** Instructions to follow **
Check every line of the material below for the string "Fichtenstraße". State how many lines have it.

** Data for this task **
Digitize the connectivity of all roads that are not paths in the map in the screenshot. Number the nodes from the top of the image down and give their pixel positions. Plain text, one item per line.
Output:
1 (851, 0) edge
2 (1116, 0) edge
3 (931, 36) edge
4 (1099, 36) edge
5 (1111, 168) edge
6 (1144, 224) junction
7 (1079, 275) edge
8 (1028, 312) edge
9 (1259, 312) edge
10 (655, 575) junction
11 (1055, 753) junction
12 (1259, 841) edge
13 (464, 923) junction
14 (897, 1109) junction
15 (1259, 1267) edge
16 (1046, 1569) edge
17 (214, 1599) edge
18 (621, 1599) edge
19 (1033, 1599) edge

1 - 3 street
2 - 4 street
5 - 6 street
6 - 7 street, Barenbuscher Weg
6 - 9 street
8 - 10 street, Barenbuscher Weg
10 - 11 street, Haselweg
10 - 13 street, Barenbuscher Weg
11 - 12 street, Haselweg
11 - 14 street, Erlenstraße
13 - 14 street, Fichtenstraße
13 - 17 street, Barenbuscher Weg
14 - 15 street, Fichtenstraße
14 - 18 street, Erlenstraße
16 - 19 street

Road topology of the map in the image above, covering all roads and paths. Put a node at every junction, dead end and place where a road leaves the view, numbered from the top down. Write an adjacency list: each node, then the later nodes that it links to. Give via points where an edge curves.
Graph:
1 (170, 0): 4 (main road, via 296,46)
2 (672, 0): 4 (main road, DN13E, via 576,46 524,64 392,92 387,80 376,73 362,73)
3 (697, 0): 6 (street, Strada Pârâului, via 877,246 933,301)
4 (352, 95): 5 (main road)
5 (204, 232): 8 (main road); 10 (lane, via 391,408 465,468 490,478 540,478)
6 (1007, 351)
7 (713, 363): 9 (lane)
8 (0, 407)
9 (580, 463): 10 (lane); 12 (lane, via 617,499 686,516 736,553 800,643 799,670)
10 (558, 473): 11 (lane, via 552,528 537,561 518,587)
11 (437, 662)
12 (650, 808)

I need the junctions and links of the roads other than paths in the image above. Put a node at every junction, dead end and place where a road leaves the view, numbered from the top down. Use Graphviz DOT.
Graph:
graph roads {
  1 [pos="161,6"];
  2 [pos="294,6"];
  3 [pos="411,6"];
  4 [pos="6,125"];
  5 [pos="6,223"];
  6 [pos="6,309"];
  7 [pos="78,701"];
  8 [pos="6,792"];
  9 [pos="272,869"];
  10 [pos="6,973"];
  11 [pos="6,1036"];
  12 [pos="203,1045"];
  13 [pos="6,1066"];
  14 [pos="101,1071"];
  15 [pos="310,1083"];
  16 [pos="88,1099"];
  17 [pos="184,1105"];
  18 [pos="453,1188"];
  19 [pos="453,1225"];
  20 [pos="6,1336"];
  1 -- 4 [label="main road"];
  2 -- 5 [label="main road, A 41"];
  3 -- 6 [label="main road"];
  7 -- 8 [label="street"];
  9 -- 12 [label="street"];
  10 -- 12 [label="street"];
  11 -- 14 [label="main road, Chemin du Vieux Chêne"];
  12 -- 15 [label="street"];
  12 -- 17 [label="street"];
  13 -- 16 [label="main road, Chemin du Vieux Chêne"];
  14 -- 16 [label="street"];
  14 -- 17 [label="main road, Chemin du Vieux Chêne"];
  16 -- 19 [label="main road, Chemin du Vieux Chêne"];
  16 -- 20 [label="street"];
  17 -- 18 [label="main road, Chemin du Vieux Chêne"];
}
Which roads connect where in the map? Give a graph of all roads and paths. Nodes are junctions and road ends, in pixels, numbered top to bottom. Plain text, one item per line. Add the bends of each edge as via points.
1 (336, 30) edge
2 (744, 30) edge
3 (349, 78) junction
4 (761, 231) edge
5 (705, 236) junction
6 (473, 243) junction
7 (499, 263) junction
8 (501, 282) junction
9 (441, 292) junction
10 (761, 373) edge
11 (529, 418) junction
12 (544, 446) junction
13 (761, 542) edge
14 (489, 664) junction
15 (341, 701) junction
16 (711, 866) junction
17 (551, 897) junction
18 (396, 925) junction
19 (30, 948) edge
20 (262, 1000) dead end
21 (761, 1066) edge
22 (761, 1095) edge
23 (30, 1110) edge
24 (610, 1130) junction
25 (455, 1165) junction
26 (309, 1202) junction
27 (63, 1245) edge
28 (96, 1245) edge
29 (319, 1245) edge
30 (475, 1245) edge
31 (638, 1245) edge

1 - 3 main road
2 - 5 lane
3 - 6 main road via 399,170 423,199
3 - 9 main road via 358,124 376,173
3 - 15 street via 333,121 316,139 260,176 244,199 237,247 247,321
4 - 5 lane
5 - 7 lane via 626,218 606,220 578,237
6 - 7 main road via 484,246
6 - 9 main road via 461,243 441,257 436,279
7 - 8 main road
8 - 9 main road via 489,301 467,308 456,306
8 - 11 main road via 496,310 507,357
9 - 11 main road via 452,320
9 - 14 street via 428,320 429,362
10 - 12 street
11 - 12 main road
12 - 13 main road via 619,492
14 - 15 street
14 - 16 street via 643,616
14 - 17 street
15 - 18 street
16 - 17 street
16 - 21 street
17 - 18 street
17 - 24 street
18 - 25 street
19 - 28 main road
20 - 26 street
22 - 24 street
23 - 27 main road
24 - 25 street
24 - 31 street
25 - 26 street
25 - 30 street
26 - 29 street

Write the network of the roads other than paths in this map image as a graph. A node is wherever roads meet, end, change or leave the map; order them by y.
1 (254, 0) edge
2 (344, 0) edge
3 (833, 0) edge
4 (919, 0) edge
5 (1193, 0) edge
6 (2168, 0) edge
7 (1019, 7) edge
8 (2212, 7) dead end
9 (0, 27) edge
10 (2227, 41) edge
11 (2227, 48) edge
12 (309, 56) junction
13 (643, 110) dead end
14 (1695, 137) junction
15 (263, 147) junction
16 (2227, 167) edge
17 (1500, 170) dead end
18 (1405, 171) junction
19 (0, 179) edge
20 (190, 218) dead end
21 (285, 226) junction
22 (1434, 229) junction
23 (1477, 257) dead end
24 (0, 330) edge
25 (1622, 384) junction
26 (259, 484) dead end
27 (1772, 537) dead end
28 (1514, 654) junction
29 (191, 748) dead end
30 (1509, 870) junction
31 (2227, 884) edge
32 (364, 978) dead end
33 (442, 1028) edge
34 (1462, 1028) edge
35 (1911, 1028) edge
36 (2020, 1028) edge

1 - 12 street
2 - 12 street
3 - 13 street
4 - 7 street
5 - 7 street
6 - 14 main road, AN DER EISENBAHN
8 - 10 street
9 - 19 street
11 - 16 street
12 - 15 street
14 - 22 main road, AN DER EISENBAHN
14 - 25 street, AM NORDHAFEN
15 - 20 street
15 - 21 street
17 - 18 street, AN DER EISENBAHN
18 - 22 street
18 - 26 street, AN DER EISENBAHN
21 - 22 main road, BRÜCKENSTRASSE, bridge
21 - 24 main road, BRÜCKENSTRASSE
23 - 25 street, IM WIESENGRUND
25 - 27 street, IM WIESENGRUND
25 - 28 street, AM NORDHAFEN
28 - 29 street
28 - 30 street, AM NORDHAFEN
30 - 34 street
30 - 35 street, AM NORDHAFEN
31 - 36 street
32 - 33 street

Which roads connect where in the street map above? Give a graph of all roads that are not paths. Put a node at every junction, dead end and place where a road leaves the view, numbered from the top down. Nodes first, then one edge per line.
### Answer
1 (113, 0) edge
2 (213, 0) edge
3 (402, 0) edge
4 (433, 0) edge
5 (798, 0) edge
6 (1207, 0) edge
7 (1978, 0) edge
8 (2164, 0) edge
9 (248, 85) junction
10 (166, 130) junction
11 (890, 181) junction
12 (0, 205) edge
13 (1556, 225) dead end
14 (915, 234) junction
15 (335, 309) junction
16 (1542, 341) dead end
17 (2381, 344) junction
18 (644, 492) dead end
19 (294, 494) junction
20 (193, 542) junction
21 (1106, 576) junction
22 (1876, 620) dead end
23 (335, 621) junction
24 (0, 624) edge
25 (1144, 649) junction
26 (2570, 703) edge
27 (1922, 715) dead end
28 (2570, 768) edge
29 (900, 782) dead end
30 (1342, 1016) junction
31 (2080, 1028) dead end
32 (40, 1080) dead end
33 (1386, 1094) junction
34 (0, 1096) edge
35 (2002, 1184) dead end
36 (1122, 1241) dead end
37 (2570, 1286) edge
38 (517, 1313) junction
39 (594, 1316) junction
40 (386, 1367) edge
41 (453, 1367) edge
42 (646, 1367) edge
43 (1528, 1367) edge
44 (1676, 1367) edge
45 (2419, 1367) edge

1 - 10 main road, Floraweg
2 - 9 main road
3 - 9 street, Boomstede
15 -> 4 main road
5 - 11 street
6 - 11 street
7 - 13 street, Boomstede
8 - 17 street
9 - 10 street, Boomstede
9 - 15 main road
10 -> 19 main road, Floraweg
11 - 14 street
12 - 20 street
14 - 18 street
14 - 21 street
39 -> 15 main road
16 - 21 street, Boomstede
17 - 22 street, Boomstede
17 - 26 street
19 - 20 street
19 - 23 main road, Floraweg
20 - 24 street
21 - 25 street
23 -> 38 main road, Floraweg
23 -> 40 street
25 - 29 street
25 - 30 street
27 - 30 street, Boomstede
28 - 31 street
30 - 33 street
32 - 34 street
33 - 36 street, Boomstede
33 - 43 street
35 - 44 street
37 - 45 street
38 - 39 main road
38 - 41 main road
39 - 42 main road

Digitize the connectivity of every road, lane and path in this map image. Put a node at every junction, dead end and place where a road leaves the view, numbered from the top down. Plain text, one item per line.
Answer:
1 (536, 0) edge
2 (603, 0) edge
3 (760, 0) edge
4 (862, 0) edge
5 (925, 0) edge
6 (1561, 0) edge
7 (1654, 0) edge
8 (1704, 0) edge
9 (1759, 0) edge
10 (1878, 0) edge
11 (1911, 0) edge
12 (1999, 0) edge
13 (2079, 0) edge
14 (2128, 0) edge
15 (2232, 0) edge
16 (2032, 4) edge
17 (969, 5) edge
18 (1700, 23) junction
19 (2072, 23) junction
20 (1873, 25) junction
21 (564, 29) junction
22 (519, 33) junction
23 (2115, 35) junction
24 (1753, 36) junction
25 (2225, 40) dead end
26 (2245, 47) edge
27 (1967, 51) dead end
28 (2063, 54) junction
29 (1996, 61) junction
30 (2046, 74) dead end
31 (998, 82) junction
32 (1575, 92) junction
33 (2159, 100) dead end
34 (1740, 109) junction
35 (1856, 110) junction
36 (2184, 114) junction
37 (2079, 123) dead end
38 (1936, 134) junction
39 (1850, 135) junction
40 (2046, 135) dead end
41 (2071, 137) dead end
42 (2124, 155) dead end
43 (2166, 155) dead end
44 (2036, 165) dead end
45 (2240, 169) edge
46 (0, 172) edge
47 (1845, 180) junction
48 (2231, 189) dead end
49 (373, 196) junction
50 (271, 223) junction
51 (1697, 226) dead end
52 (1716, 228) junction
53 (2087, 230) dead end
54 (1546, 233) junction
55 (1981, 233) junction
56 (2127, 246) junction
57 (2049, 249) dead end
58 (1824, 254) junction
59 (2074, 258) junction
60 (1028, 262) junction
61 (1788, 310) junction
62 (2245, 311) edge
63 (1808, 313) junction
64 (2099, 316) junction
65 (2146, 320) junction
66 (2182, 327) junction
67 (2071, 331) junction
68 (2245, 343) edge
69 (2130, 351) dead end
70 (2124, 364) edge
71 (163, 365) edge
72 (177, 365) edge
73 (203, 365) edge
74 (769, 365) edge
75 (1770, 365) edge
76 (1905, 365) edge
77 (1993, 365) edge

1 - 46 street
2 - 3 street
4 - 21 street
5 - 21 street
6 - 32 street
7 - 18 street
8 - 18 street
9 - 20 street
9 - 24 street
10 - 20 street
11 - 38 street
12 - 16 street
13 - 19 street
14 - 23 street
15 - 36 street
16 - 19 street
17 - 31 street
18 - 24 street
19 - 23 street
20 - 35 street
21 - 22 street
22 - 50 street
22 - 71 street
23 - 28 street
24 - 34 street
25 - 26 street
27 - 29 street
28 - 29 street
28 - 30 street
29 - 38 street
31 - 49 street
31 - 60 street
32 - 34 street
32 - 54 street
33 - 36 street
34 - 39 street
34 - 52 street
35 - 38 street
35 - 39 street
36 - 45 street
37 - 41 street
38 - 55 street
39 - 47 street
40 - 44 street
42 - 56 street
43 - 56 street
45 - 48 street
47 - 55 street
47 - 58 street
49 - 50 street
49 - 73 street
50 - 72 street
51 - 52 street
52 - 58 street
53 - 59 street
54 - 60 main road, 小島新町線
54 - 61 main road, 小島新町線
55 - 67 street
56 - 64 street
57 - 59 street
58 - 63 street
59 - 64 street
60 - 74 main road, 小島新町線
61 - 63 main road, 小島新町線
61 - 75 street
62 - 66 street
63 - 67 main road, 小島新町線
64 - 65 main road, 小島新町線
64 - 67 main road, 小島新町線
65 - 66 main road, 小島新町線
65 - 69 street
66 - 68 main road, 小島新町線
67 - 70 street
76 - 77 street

** Reply to the task **
2